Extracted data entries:
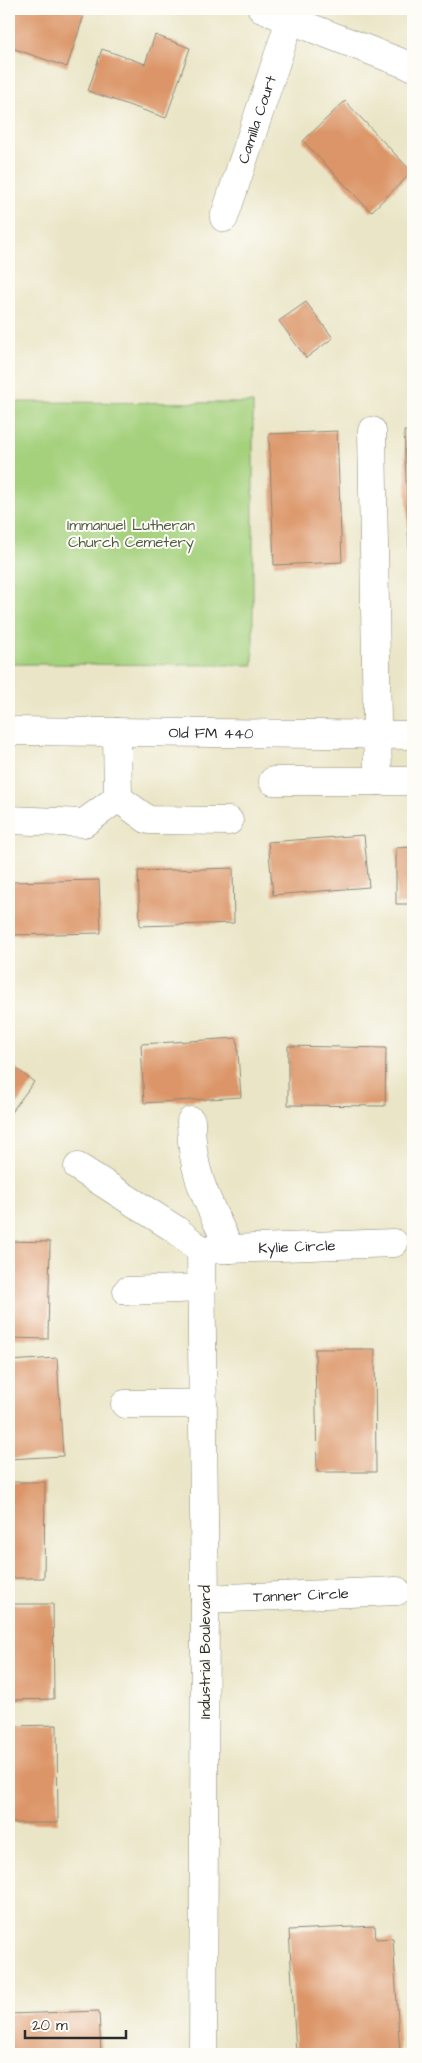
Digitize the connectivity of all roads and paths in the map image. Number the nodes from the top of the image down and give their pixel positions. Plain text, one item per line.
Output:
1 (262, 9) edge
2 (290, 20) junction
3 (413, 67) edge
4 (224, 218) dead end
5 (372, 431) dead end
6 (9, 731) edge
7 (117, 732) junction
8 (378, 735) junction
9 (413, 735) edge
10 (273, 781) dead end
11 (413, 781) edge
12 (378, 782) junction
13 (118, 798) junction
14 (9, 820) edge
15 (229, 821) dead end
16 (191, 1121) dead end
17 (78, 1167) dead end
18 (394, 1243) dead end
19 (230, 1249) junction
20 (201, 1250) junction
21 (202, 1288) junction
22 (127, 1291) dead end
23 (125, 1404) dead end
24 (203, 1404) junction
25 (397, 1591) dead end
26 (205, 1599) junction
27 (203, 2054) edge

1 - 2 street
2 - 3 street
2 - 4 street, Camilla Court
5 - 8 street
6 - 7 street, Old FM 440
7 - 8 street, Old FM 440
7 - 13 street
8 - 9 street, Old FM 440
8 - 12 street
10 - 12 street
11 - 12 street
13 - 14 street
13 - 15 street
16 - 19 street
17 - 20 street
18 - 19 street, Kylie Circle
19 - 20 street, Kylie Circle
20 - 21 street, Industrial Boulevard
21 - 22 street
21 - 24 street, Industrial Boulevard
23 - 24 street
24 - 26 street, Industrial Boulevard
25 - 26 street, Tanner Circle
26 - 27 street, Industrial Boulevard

» EXERCISE
All lines above in which the word "junction" occurs should be identified and copied.

» RESPONSE
2 (290, 20) junction
7 (117, 732) junction
8 (378, 735) junction
12 (378, 782) junction
13 (118, 798) junction
19 (230, 1249) junction
20 (201, 1250) junction
21 (202, 1288) junction
24 (203, 1404) junction
26 (205, 1599) junction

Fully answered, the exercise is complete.